Thursday, January 22, 2009

Sweet memories of motherland

TRS and LE7 (who love Minnesota and Wisconsin respectively) inspired me to share how I love my state. Meaning, my birthplace.

It’s mostly scenes like this that bring up the memories of my sweet, happy, innocent childhood:

20 comments:

shmulie said...

Hah! Serves those oligarchs in their SUVs right!

shmulie said...

I do say, you blog rather prolifically. Now I don't get around much, but if my small sampling is any indicator, the same could be said about your commenting.

Makes me wonder whether this alleged "school" thing you keep talking about is all just in your head. (no pun intended.)

Anarchist Chossid said...

What “school” thing?

shmulie said...

You know, that you like study the brain or what have you. I'm not buying it.

Anarchist Chossid said...

Are you saying the IQ of my posts is too low for a grad student? :) Otherwise, I don’t get it…

Anyway, I would say that I wish I was free from all the obligations and be able to go spend some time in yeshiva, but in reality, I love the obligations.

le7 said...

Thanks for the live link, I better post something of quality quick to retain any new commenters.

le7 said...

Oh deary me I forgot to subscribe.

So let's see.

"Oh Neeskara Oh Neeskara Colors Gold and Blue! Here's a Cheer for Old Neeskara..." TTTO On Wisconsin.

shmulie said...

Axe: I was talking about the volume of your posts and comments as they would presumably affect your schedule.

"Presumably", of course, is that tip off that I was being presumptuous.

Anarchist Chossid said...

Oh, that. :)

The more I look like I am wasting time, the busier I am. :) There is nothing to do when you’re acquiring data except some shtus. Computer and amplifier do everything by themselves. (At the same time, I am monitoring how things are going, so I couldn’t really concentrate on anything serious. Although sometimes I listen to Rabbi Paltiel’s shiurim.)

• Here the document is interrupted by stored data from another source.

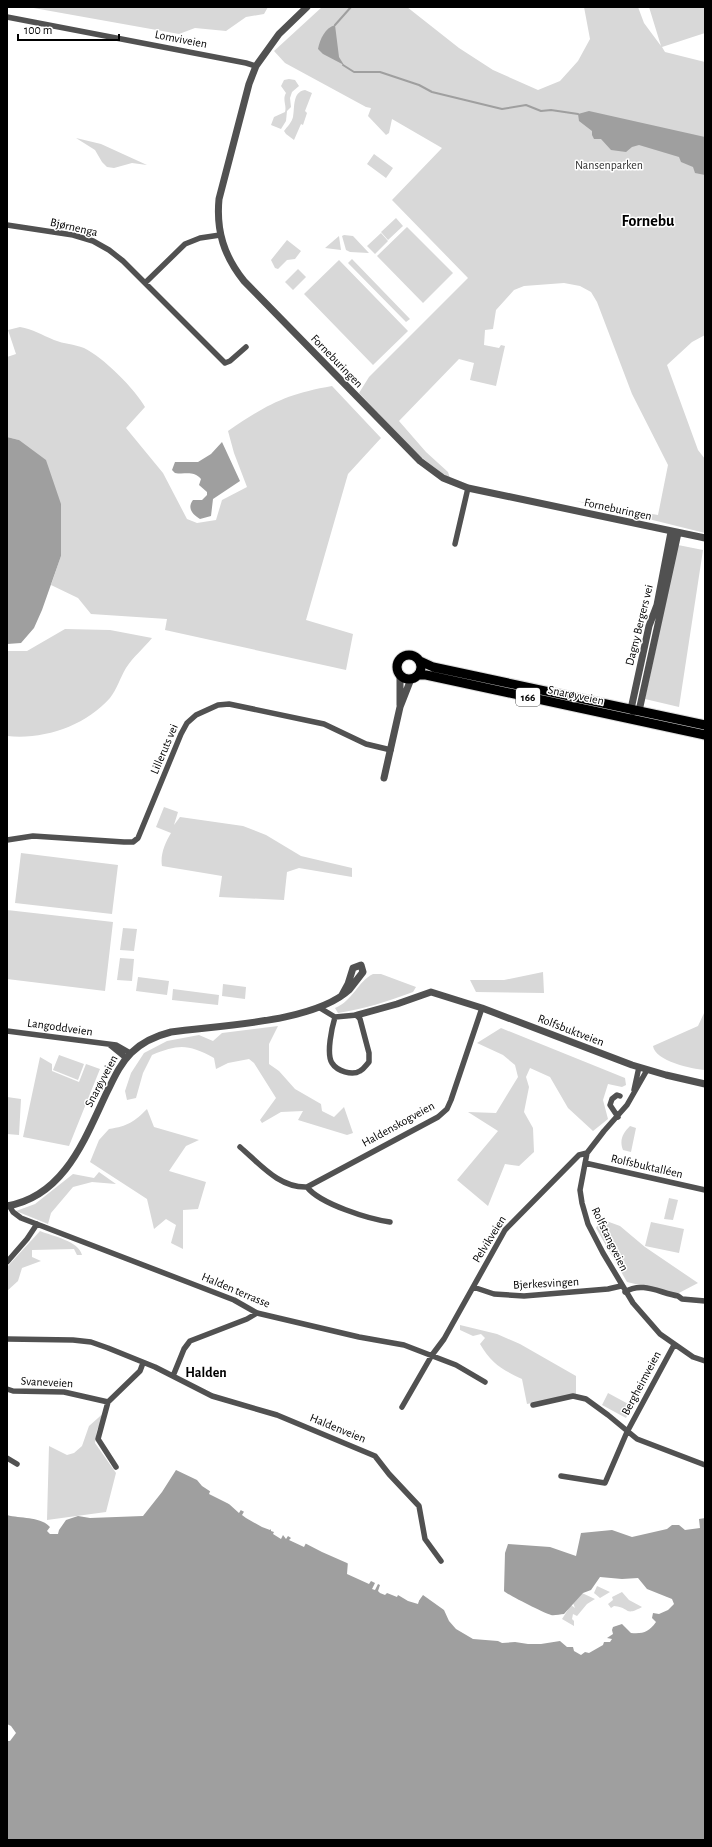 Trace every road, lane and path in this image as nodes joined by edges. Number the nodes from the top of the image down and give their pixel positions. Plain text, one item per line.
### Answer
1 (307, 7) edge
2 (7, 16) edge
3 (256, 66) junction
4 (7, 225) edge
5 (220, 235) junction
6 (145, 283) junction
7 (246, 347) dead end
8 (468, 488) junction
9 (674, 533) junction
10 (705, 538) edge
11 (455, 544) dead end
12 (420, 661) junction
13 (400, 675) junction
14 (414, 677) junction
15 (400, 707) junction
16 (635, 710) junction
17 (638, 720) junction
18 (705, 725) edge
19 (705, 735) edge
20 (391, 750) junction
21 (384, 778) dead end
22 (7, 840) edge
23 (347, 989) junction
24 (320, 1008) junction
25 (482, 1008) junction
26 (357, 1015) junction
27 (335, 1017) junction
28 (7, 1031) edge
29 (128, 1056) junction
30 (639, 1067) junction
31 (647, 1070) junction
32 (705, 1084) edge
33 (634, 1090) junction
34 (620, 1096) dead end
35 (618, 1117) junction
36 (240, 1147) dead end
37 (587, 1153) junction
38 (585, 1162) junction
39 (307, 1187) junction
40 (705, 1190) edge
41 (8, 1205) edge
42 (390, 1222) dead end
43 (37, 1224) junction
44 (7, 1262) edge
45 (621, 1286) junction
46 (473, 1287) junction
47 (625, 1292) junction
48 (705, 1301) edge
49 (257, 1313) junction
50 (7, 1338) edge
51 (674, 1345) junction
52 (432, 1355) junction
53 (705, 1361) edge
54 (143, 1363) junction
55 (173, 1376) junction
56 (485, 1382) dead end
57 (7, 1389) edge
58 (108, 1402) junction
59 (533, 1405) dead end
60 (402, 1408) dead end
61 (627, 1432) junction
62 (7, 1458) edge
63 (16, 1464) dead end
64 (705, 1465) edge
65 (116, 1467) dead end
66 (561, 1476) dead end
67 (441, 1561) dead end

1 - 3 street, Forneburingen
2 - 3 street, Lomviveien
3 - 5 street, Forneburingen
4 - 6 street, Bjørnenga
5 - 6 street
5 - 8 street, Forneburingen
6 - 7 street, Bjørnenga
8 - 9 street, Forneburingen
8 - 11 street
9 - 10 street, Forneburingen
9 - 16 street, Dagny Bergers vei
12 - 13 main road, 166
12 - 14 main road
12 - 16 main road, Snarøyveien / 166
13 - 14 main road, 166
13 - 15 street
14 - 15 street
14 - 17 main road, Snarøyveien / 166
15 - 20 street
16 - 17 street
16 - 18 main road, Snarøyveien / 166
17 - 19 main road, Snarøyveien / 166
20 - 21 street
20 - 22 street, Lilleruts vei
23 - 23 street, Snarøyveien
23 - 24 street, Snarøyveien
24 - 27 street
24 - 29 street, Snarøyveien
25 - 26 street, Rolfsbuktveien
25 - 30 street, Rolfsbuktveien
25 - 39 street, Haldenskogveien
26 - 27 street
26 - 27 street
28 - 29 street, Langoddveien
29 - 41 street, Snarøyveien
30 - 31 street, Rolfsbuktveien
30 - 33 street, Rolfstangveien
31 - 32 street, Rolfsbuktveien
31 - 33 street, Rolfstangveien
33 - 35 street, Rolfstangveien
34 - 35 street
35 - 37 street, Rolfstangveien
36 - 39 street
37 - 38 street, Rolfstangveien
37 - 46 street, Pelvikveien
38 - 40 street, Rolfsbuktalléen
38 - 45 street, Rolfstangveien
39 - 42 street
41 - 43 street, Halden terrasse
43 - 44 street
43 - 49 street, Halden terrasse
45 - 46 street, Bjerkesvingen
45 - 47 street, Rolfstangveien
46 - 52 street, Pelvikveien
47 - 48 street
47 - 51 street, Rolfstangveien
49 - 52 street, Halden terrasse
49 - 55 street
50 - 54 street, Haldenveien
51 - 53 street, Rolfstangveien
51 - 61 street, Bergheimveien
52 - 56 street
52 - 60 street, Pelvikveien
54 - 55 street, Haldenveien
54 - 58 street
55 - 67 street, Haldenveien
57 - 58 street, Svaneveien
58 - 65 street
59 - 61 street, Bergheimveien
61 - 64 street, Bergheimveien
61 - 66 street, Bergheimveien
62 - 63 street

Thank G-d I am not in Molecular Biology. There you just pipette stuff from one tube to another and sit and wait. At least in electrophysiology you get instant gratification of seeing live data.

le7 said...

Plus, dedicated students/bloggers don't sleep. At least I know I don't... (while maintaining a 4.0 thank you very much).

shmulie said...

Does it leave you wishing for the days when talking to a computer was accomplished through the intermediary of a hole punch?

shmulie said...

That would keep you busy.

Anarchist Chossid said...

Well, thank G-d I am not taking classes. (Or TAing.)

le7 said...

Oh yeah, you're a grad student. The only reason I'm going through the pain of being an undergrad is for the glory of graduate student status!

Anarchist Chossid said...

Does it leave you wishing for the days when talking to a computer was accomplished through the intermediary of a hole punch?

Not at all. Data analysis was crazy. I actually cannot even fathom how Hodgkin and Huxley, for instance, did their work. Even 15 years ago…

I am not even going to mention no Internet. No pubmed.com, no Google Scholar. How did they manage?

Anarchist Chossid said...

Well, presumably also for the “excitement” of research. Meaning, crawling in a maze full of sharp pointy things with your eyes closed.

le7 said...

How did they survive without pubmed.com and biosis.com?

shmulie said...

It was the enormous discipline required to do such research in those days that produced the intellectual rigor of once. Also why the University was a more venerated institution.

At least, that's what I like to believe. Everything was better in black and white and 10 frames per second.

Anarchist Chossid said...

Well, I think the intellectual vigor remains; we can bypass the grunt work and focus on ideas and the fun stuff (and believe me, science is still excrutiatingly difficult and requires utmost interest — something again I am troubled with, considering A"R's approach to chochmas chitzoinius).

On a related subject, do you think Yiddishe velt would be better off without ArtScroll?

Elisheva, they used reference rooms, had periodicals and whatnot with abstracts published and organized and spent a lot of time reading. We are very privileged to be able to find all existing articles on a certain topic published within last few months in seconds or minutes.

le7 said...

I said it more jokingly, but yes we are privileged. One of the greatest advantages to being a part of a large university is free access to so many online scholarly journal databases.